Several packages are available as part of the Python standard library - no installation necessary
* os - operating system functions. Useful for building paths to files
* re - regular expressions. These are powerful tools for finding strings matching a pattern.
* sys - useful for getting command line arguments and many other things
* shutil - interaction with file system
* random - random number generation
* math - mathematical functions

# Things to Know

* No explicit types
* Whitespace defines the script
* Scripts are interpreted 
  * No compilation for a given architecture/computer needed
  * Can run a script until it breaks  
  * Script still must be syntactically correct before it runs

# Virtual environments

A virtual environment is a way of compartmentalizing a Python project from other projects. For example, lets assume that we had one project that depended on version 1.8 of NumPy (the numerical python package) and couldn't be upgraded. What if we want to use version 1.12 of NumPy in another project -- that's going to mess up project #1. 

Virtual environments solve this problem. In effect, they make separate spaces for each project you want to make, so that you can use two different versions of the same package. 

Importantly, you can use one virtual environment for multiple scripts and projects. For example, I have an environment on my computer for TensorFlow, one for PyTorch, and so on. I use the PyTorch environment for lots of machine learning projects with PyTorch, but can exit out and start up the TF environment easily to use that framework. 

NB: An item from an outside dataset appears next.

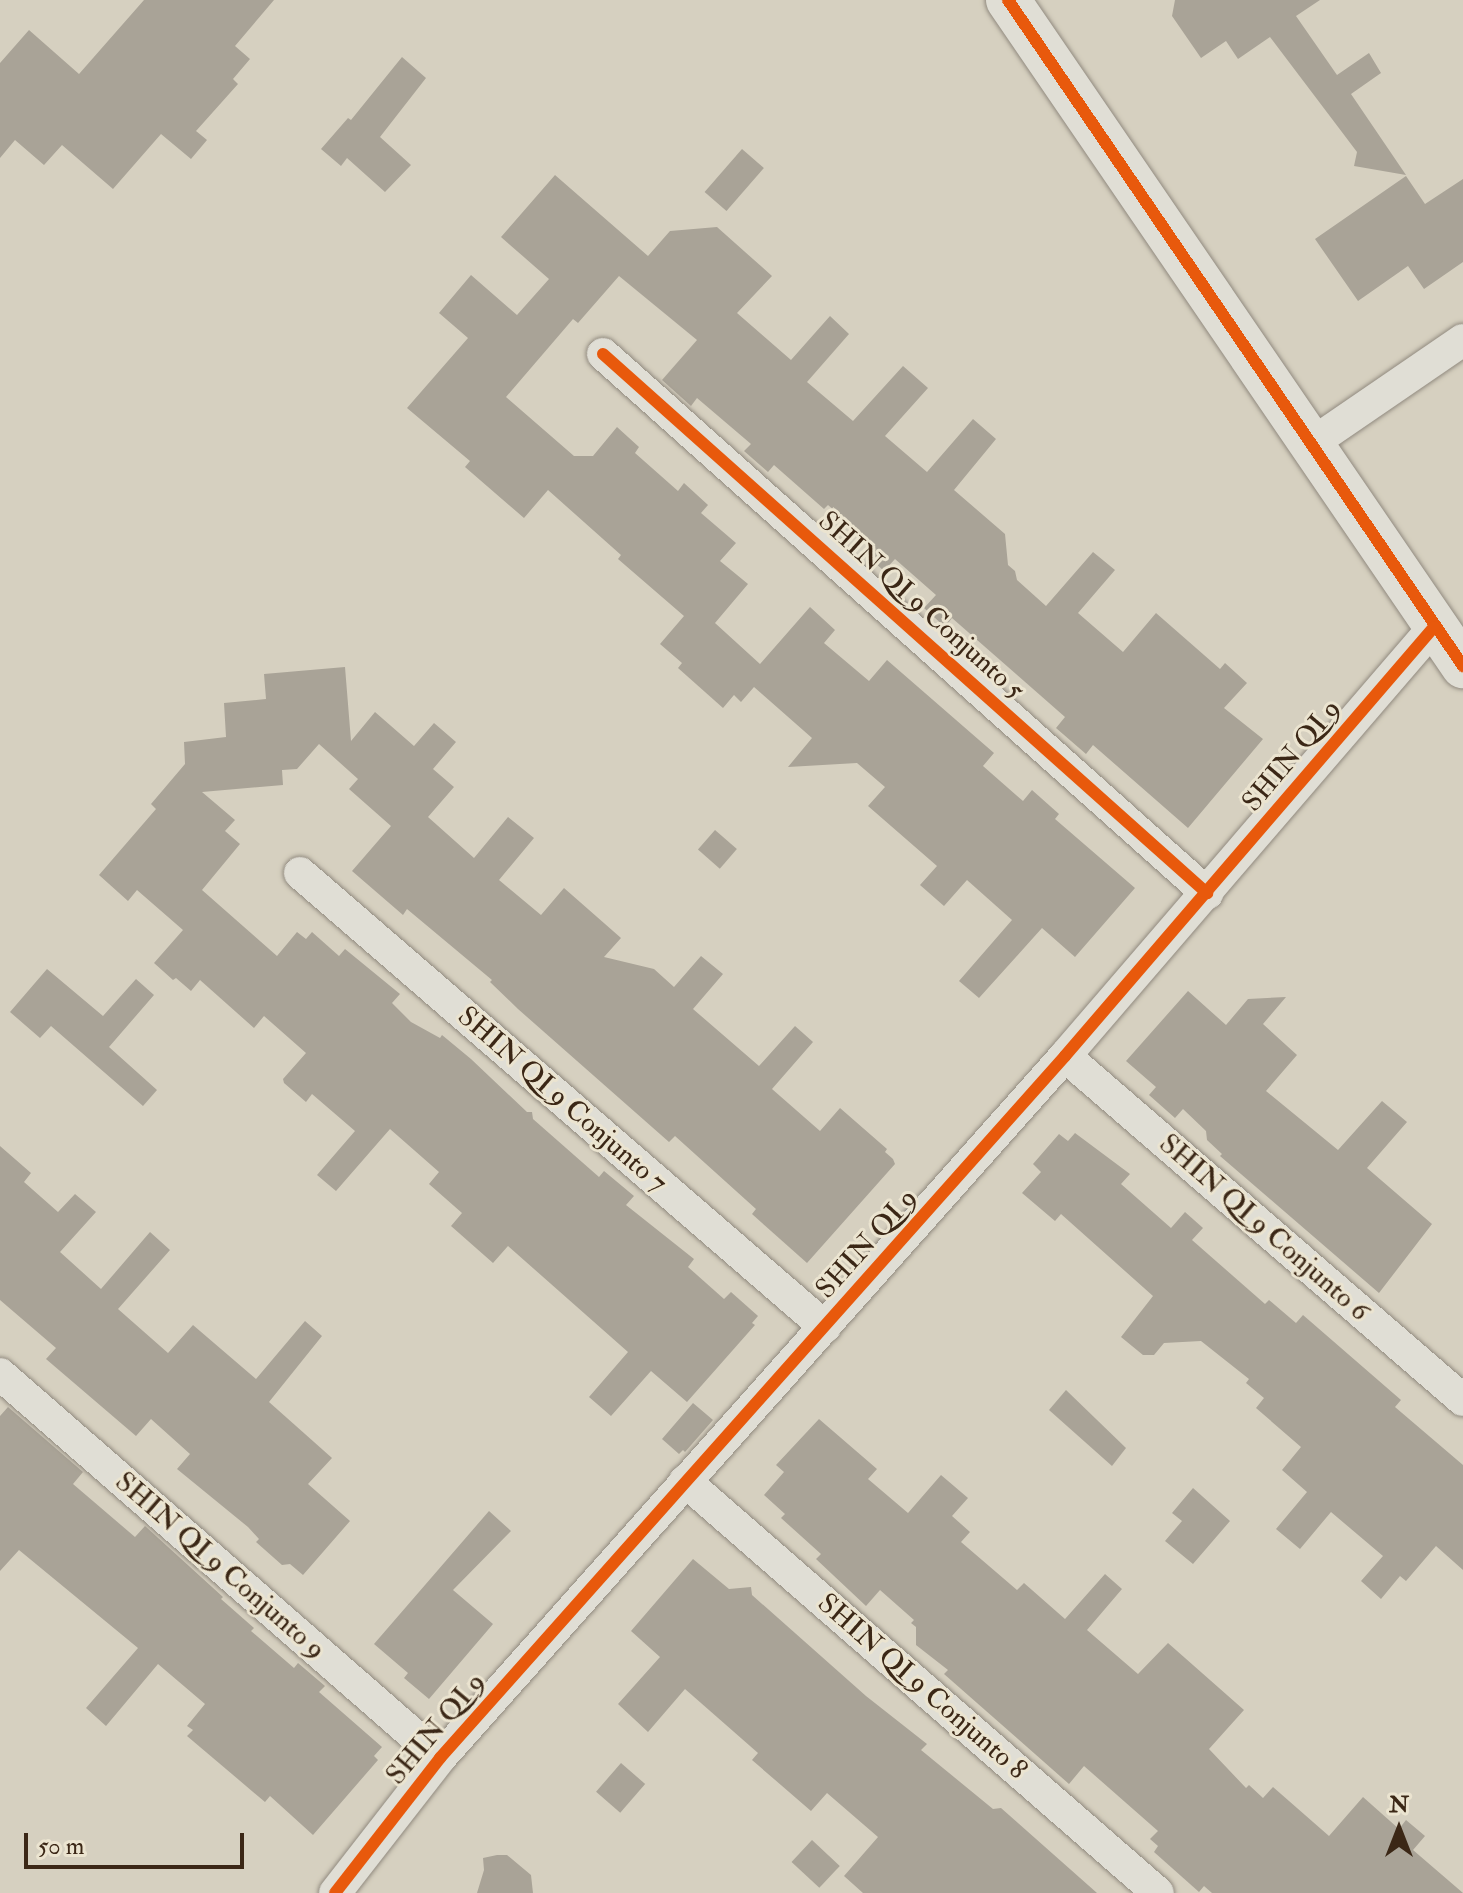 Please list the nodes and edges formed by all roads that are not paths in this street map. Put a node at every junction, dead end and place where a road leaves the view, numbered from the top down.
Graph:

Popular virtual environments are:
* Anaconda -- this includes an instance of Jupyter notebooks, which lets you make rich scripts in a web browser
* Python also has a built-in venv function, which I'm not as familiar with.

We won't really cover these in more detail here, because we will be using *containers* (e.g., Singularity, Docker) this summer that solve many of these problems

# Python syntax

In [None]:
#! /usr/bin/env python
# ^^ This is often called the 'shebang'. On Unix systems, it allows you to make 
# script executable (chmod +x), then run it as a program with ''./script.py' rather
# than calling python explicitly (python script.py)

import numpy as np

a = 1
# This is going to throw an error -- the spacing is wrong. Try fixing this!
  b = 2

In [None]:
a = 1
if True:
    b = 1



I can't put tabs in a Jupyter notebook easily, but tabs and spaces are *not* the same in Python. Best practice is to set your editor to automatically expand tabs to a given number of spaces. It a) makes your script actually run, and b) spaces are constant width in any editor, while tabs may look like 4, 6, 8, or some user-defined number of tabs. 

## Flow statements
Flow control statements control any program. In Python, control statements are terminated with a colon : and trigger another level of indentation.

In [None]:
# 'if' statement
if 1 > 3: # Need a statement that evaluates to True or False (which are 
    # reserved python keywords)
    print("Math doesn't work")
else:
    print("Whew, we saved math.")
    
# For loops need something to iterate over. We can go with a list:
for i in ['we', 'are', 'writing', 'python']:
    print(i)
    
# or use 'range' to get a sequence of numbers:
for j in range(5):
    print(j)
    
# While loops execute as long as the criteria is true
w = 0
q = 0
while w < 4:
    q += w
    w += 1